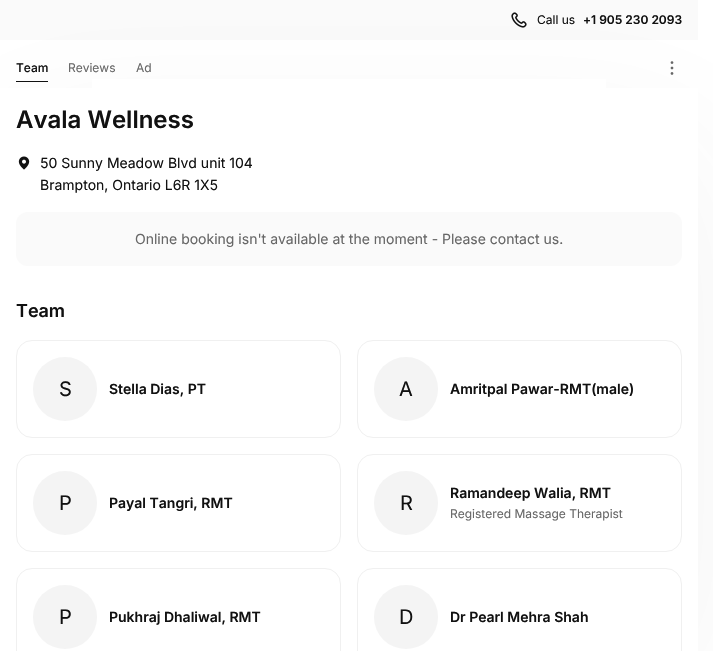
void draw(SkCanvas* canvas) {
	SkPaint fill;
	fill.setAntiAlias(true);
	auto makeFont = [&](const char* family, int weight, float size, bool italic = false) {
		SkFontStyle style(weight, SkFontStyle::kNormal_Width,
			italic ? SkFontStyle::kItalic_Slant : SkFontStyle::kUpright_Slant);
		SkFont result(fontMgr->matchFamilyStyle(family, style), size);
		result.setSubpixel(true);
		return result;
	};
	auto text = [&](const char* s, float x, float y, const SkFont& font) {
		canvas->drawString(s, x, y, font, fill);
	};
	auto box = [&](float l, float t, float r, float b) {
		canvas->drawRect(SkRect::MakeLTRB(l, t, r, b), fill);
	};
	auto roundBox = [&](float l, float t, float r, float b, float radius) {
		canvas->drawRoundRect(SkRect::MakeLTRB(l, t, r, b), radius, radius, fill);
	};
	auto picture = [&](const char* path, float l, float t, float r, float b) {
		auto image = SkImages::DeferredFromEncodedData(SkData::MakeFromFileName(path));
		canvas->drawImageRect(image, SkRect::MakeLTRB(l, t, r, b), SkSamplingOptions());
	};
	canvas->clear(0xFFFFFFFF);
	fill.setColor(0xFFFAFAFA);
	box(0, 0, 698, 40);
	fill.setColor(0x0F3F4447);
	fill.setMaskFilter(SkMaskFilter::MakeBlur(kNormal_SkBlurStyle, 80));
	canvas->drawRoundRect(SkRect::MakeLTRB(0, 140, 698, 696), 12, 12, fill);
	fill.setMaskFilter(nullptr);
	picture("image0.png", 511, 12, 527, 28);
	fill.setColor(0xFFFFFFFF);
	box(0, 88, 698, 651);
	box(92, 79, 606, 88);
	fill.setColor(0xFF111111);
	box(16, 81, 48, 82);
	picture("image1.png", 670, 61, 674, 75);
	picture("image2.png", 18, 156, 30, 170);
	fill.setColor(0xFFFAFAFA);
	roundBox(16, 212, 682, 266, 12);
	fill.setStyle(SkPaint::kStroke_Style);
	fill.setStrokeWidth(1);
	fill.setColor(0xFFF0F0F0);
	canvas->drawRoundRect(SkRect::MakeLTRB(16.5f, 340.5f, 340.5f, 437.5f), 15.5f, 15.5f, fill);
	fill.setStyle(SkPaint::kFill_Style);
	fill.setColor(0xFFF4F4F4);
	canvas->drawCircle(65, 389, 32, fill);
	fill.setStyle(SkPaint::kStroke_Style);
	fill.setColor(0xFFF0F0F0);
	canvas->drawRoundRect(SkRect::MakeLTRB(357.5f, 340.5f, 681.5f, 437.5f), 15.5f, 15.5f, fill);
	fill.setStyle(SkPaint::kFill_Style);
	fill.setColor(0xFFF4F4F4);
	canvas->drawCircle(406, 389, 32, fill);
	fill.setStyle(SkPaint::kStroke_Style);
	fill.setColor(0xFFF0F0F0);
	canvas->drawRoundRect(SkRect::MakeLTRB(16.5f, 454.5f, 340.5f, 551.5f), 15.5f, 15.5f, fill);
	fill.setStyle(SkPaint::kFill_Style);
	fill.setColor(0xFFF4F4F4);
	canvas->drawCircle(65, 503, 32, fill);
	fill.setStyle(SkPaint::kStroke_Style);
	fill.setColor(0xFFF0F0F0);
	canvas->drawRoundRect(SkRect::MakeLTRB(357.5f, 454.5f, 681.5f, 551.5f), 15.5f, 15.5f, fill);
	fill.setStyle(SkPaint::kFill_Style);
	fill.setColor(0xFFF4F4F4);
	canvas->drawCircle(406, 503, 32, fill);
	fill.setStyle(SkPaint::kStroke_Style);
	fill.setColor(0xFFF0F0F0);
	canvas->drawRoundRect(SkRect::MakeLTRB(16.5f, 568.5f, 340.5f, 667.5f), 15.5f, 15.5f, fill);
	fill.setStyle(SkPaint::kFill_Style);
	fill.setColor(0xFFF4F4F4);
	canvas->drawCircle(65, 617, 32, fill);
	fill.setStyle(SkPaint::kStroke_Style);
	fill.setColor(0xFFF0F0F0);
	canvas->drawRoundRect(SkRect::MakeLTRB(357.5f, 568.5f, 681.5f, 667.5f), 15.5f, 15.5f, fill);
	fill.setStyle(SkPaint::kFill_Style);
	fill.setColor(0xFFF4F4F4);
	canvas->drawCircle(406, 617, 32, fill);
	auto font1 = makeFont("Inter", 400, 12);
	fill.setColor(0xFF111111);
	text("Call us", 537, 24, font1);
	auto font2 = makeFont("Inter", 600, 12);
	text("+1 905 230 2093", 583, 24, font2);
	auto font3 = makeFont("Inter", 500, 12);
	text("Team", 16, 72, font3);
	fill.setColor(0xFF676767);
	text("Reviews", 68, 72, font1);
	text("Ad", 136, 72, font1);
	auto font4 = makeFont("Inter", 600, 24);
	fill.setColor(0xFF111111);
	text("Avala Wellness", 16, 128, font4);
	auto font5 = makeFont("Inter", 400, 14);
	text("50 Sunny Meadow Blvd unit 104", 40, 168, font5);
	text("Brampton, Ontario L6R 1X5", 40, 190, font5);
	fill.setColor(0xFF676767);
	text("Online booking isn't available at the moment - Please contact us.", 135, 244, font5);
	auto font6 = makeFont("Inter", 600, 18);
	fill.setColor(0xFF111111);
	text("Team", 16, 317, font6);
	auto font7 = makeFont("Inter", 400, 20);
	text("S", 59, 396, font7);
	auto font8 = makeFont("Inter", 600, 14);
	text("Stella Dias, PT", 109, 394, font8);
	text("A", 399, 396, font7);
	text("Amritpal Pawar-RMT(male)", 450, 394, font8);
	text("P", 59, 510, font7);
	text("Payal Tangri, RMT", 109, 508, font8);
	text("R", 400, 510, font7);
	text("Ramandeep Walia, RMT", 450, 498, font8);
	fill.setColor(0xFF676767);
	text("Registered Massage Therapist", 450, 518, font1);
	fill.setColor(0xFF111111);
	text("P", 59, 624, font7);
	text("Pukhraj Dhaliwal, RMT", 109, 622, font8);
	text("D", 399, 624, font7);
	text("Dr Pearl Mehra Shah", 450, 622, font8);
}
____________________
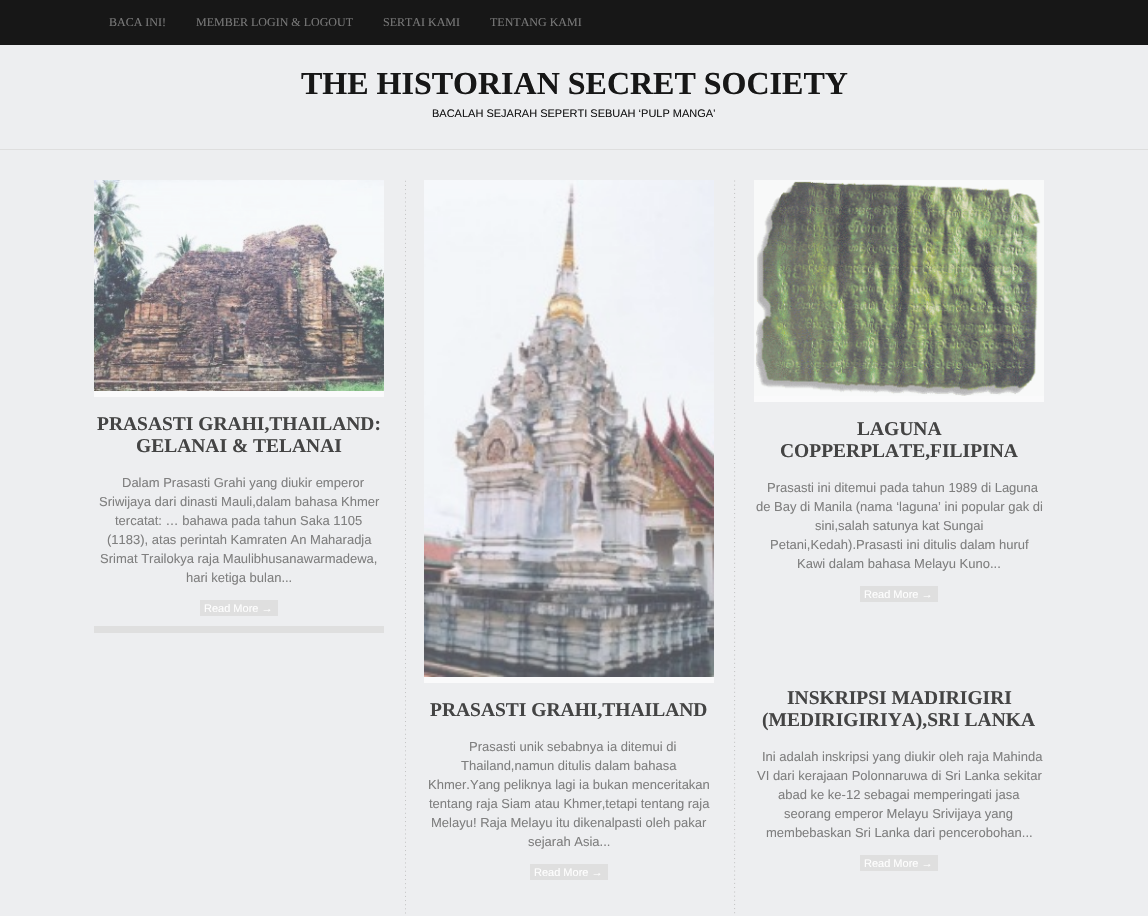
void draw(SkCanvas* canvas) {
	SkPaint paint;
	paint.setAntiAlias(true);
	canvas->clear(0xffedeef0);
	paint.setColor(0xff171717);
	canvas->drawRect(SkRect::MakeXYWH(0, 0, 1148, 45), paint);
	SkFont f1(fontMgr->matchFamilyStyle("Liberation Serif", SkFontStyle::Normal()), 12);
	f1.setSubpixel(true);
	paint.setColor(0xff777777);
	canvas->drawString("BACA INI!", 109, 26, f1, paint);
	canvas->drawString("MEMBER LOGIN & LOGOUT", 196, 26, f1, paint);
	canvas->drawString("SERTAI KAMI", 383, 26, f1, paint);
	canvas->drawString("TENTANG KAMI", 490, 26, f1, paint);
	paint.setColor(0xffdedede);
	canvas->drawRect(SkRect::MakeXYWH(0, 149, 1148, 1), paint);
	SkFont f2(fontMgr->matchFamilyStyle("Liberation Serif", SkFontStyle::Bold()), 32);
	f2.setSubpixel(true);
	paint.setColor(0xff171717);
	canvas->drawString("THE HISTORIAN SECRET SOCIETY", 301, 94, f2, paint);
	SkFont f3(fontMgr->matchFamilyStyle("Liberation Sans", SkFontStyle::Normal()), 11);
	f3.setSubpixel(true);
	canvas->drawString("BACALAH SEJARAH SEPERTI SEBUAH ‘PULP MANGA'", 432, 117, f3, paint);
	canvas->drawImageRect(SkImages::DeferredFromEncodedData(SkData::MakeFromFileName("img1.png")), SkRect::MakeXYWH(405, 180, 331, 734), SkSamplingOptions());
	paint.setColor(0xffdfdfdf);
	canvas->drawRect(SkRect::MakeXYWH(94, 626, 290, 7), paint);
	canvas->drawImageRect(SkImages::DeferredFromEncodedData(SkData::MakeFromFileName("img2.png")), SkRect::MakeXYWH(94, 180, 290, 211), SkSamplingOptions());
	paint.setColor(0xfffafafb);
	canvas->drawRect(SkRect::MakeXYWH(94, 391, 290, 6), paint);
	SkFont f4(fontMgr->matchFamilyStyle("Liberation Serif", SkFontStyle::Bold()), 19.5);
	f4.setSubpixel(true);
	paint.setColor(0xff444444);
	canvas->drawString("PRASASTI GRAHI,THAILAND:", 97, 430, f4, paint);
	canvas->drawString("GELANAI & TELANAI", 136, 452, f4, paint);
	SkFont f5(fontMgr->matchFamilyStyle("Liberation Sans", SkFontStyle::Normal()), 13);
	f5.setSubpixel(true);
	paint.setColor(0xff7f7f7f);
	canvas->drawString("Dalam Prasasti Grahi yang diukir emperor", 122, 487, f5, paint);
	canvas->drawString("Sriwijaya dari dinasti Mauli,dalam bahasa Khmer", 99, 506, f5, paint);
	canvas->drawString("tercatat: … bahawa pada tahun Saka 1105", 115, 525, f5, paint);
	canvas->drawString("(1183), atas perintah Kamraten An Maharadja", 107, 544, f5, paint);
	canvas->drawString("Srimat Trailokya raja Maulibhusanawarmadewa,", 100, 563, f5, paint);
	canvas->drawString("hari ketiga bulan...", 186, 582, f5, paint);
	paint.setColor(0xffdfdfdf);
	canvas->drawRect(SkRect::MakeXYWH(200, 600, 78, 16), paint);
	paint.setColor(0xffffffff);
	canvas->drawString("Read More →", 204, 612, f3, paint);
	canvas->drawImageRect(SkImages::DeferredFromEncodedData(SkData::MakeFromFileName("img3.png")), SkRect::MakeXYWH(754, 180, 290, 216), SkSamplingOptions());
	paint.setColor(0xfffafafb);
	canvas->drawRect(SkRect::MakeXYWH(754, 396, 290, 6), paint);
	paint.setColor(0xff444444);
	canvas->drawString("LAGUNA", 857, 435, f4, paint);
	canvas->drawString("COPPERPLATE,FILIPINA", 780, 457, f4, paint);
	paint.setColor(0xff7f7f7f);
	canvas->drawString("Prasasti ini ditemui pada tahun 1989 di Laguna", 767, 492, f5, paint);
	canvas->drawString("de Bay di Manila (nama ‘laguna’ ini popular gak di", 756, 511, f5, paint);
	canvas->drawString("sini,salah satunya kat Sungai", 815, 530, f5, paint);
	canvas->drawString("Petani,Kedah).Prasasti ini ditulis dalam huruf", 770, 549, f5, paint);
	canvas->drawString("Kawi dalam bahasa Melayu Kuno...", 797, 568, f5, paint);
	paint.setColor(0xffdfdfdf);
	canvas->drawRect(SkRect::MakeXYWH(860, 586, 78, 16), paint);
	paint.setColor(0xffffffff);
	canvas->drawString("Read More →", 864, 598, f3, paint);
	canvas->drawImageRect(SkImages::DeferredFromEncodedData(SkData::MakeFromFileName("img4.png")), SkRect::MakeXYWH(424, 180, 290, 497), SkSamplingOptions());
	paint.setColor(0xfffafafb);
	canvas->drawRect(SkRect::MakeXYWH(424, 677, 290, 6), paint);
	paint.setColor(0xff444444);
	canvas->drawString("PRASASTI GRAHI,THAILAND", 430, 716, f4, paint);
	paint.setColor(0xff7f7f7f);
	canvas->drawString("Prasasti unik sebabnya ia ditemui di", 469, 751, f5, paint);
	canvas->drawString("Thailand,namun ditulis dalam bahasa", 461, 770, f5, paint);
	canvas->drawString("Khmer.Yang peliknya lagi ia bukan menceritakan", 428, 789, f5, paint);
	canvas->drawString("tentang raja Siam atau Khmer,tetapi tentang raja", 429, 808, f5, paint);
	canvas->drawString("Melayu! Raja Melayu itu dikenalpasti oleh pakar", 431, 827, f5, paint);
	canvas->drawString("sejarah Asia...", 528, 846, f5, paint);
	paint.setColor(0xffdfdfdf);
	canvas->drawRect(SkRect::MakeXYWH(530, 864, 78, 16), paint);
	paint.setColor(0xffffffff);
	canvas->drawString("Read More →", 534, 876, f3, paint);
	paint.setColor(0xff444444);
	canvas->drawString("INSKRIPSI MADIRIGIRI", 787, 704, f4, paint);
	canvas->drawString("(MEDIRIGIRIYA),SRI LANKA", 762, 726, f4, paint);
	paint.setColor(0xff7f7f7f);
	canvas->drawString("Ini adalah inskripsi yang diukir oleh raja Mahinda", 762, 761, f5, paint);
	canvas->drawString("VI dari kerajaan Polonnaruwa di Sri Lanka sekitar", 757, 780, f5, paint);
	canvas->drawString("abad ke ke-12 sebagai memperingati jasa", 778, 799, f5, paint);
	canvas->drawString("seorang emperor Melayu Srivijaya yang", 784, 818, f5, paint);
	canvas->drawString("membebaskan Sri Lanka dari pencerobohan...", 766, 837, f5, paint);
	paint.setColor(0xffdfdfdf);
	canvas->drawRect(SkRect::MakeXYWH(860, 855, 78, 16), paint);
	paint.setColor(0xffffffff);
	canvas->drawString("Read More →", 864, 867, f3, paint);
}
____________________
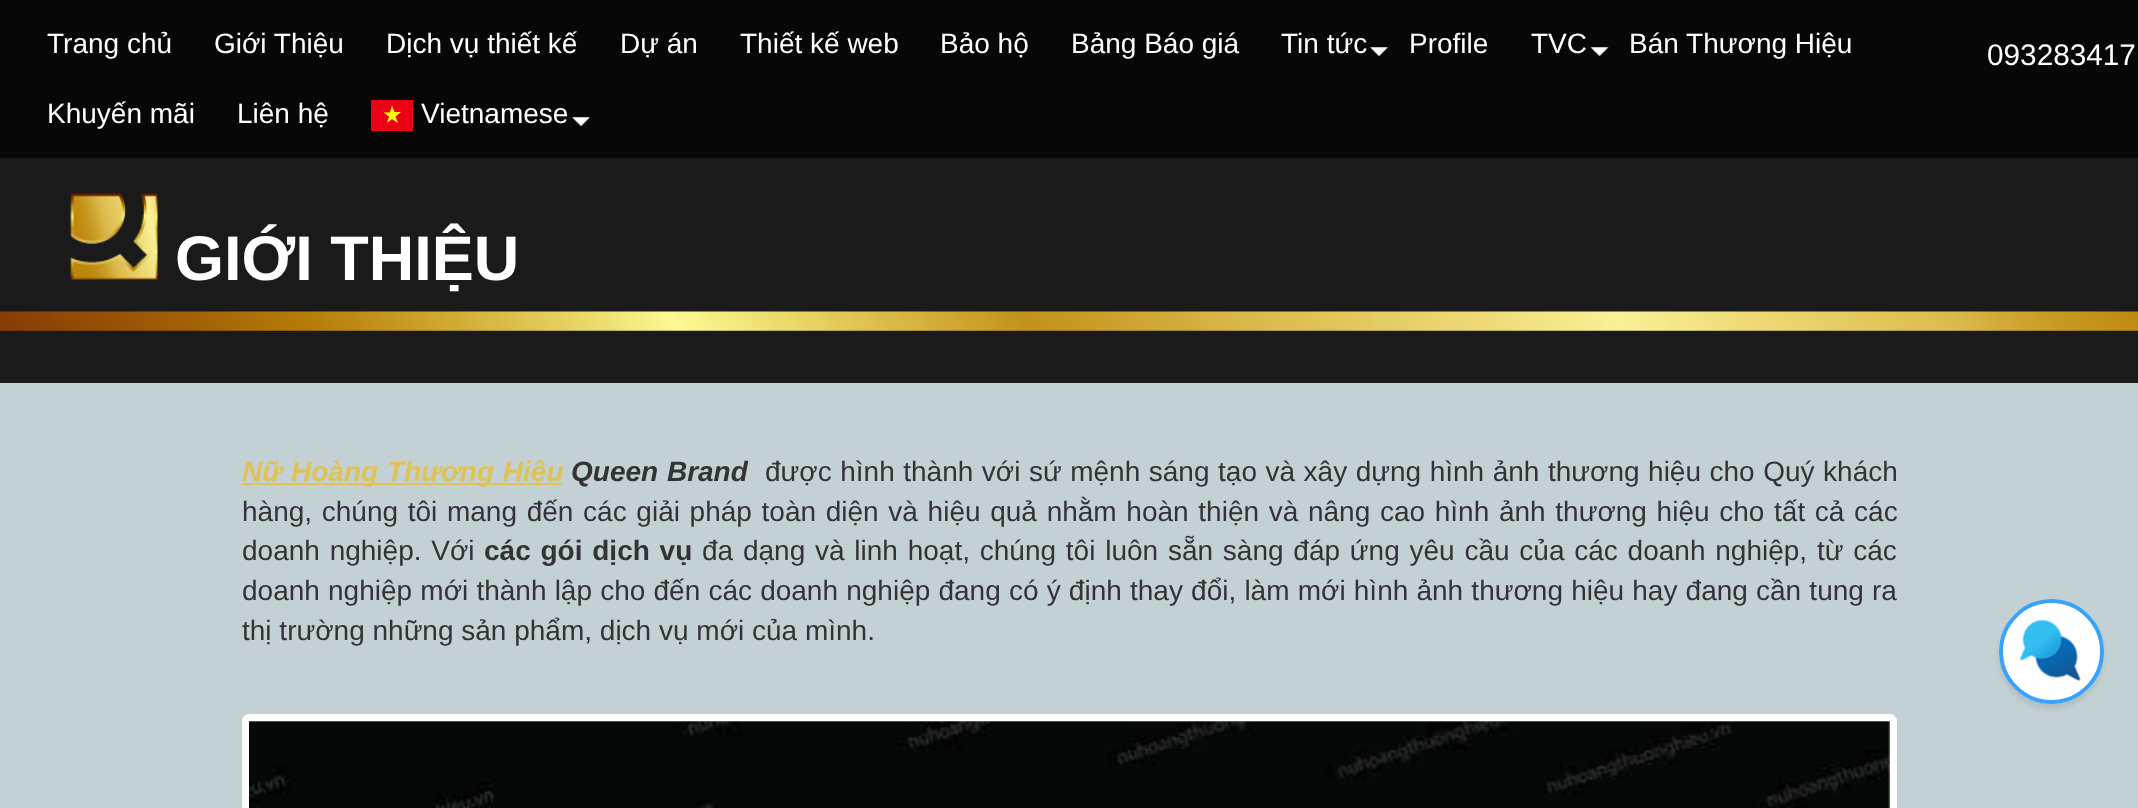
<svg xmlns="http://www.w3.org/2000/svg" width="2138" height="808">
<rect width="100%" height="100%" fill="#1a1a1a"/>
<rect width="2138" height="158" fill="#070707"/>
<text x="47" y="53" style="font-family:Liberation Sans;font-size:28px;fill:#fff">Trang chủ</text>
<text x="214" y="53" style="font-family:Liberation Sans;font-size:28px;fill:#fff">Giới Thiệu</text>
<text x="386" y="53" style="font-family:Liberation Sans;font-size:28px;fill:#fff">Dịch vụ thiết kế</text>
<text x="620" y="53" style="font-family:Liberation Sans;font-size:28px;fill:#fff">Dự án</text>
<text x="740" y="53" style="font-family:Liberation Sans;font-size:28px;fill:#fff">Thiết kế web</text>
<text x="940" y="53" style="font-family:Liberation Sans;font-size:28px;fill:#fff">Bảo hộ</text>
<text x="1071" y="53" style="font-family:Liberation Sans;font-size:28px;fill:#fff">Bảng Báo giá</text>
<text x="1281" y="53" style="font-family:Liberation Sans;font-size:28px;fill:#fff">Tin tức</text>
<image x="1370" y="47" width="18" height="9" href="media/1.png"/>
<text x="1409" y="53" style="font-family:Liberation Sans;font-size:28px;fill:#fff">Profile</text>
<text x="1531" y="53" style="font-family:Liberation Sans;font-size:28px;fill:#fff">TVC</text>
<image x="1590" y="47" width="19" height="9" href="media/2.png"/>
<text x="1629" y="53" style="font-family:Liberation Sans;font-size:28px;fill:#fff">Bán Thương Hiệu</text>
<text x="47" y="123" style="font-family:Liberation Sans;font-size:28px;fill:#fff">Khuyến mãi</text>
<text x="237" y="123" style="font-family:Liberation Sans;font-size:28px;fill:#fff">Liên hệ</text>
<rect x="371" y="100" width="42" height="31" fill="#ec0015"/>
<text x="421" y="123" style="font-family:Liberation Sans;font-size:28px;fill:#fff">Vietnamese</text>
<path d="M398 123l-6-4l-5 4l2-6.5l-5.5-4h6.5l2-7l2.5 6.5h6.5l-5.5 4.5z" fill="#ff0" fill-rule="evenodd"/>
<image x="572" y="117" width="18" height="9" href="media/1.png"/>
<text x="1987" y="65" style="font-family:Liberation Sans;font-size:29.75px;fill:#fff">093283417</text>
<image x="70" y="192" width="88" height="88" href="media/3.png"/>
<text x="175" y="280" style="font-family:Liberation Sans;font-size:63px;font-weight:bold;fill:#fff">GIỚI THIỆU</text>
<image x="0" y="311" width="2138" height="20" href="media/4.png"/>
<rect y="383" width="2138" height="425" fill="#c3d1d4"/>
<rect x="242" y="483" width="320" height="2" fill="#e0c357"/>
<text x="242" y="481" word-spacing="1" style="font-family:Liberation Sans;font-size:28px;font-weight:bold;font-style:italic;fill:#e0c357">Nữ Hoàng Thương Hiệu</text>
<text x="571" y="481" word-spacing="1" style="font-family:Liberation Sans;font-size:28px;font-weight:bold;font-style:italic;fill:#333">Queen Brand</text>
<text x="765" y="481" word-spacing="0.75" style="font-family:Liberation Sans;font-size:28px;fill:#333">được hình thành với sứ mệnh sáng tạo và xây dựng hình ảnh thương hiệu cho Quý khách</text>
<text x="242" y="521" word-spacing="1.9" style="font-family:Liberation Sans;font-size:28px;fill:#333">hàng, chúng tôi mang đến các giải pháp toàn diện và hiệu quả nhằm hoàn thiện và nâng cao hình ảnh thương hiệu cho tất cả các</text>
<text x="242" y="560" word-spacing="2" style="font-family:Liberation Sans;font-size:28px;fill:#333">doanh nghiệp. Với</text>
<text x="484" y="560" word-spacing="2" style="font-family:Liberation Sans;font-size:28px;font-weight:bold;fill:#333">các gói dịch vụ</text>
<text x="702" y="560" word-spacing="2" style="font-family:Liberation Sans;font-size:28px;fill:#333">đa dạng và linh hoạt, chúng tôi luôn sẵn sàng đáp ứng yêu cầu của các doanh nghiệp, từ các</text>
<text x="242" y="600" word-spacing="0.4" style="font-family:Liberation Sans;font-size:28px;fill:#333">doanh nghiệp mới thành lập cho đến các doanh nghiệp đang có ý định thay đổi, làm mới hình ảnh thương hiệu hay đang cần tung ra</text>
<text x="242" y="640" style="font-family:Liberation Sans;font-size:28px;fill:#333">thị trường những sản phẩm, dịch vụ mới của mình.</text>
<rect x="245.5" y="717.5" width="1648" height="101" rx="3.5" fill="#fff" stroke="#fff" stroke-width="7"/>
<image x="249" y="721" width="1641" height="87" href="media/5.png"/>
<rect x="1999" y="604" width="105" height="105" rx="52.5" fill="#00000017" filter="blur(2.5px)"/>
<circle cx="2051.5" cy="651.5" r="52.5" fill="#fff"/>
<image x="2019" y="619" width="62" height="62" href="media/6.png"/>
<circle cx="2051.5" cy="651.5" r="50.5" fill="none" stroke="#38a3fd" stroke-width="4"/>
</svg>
____________________
# YOUR GOAL
Present each line from the listing that holds the string "char".

# RESPONSE AREA
	auto makeFont = [&](const char* family, int weight, float size, bool italic = false) {
	auto text = [&](const char* s, float x, float y, const SkFont& font) {
	auto picture = [&](const char* path, float l, float t, float r, float b) {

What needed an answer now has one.